Quant aux autres fruits, ils seront de la même façon conséquences de la charité parfaite qui régnera dans le monde nouveau.

Solution 1. Chez les Saints, les fruits du Saint Esprit existent d’une manière limitée par l’exercice de la charité sur la terre. Dans la vision béatifique, la charité s’exerce dans la plénitude de ses potentialités sans aucun des obstacles liés à notre condition passagère. Elle portera donc des fruits en plénitude.

Solution 2:

La chasteté comme fruit du Saint Esprit est une aisance intérieure qui ordonne les plaisirs vers la plus grande gloire de Dieu. Mais les plaisirs ne sont pas seulement ceux du corps. Ils sont aussi ceux de l’esprit. Dans la vie future, la chasteté ne s’exercera plus par rapport aux plaisirs relatifs à la nourriture et aux choses sexuelles puisque de tels plaisirs n’existeront plus à la manière d’ici-bas.
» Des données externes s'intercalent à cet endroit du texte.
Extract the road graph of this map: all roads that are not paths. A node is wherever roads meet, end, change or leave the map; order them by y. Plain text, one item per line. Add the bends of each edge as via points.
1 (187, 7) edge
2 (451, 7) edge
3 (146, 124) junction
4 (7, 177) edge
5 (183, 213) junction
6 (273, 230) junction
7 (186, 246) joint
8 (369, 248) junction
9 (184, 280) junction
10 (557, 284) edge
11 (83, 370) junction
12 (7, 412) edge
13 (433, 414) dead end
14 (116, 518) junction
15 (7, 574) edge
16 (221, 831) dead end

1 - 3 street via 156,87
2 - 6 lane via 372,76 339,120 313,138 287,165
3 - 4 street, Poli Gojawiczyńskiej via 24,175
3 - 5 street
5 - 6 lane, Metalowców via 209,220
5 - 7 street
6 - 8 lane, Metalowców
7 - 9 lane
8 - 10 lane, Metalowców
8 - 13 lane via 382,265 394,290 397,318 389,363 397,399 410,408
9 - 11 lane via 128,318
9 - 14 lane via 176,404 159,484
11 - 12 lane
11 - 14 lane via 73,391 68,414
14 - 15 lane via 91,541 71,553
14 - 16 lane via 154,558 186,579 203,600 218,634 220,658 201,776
Mais elle restera dans ce qu’elle a de formel c’est-à-dire qu’elle ordonnera toutes les affections de l’homme et les plaisirs ineffables de la béatitude dans la louange de Dieu.

Solution 3:

Les âmes du Ciel peuvent exercer leur serviabilité pour ceux qui en ont besoin, tant sur la terre qu’au purgatoire. Elles le font principalement par leurs prières. À la fin du monde, lorsqu’il ne restera personne à aider, la serviabilité restera un état permanent du monde des esprits, c’est-à-dire une disposition intérieure qui rendra chacun attentif aux autres.

 

Article 10: Quel est le principal dans la béatitude: la délectation ou la vision?[136]

 

Objection 1:

Il semble que, dans la béatitude, la délectation soit plus primordiale que la vision. Car, au dire d’Aristote, "la délectation est la perfection de l’activité". Or ce qui perfectionne est supérieur à ce qui est perfectionné. Donc la délectation est plus importante que l’activité de la vision.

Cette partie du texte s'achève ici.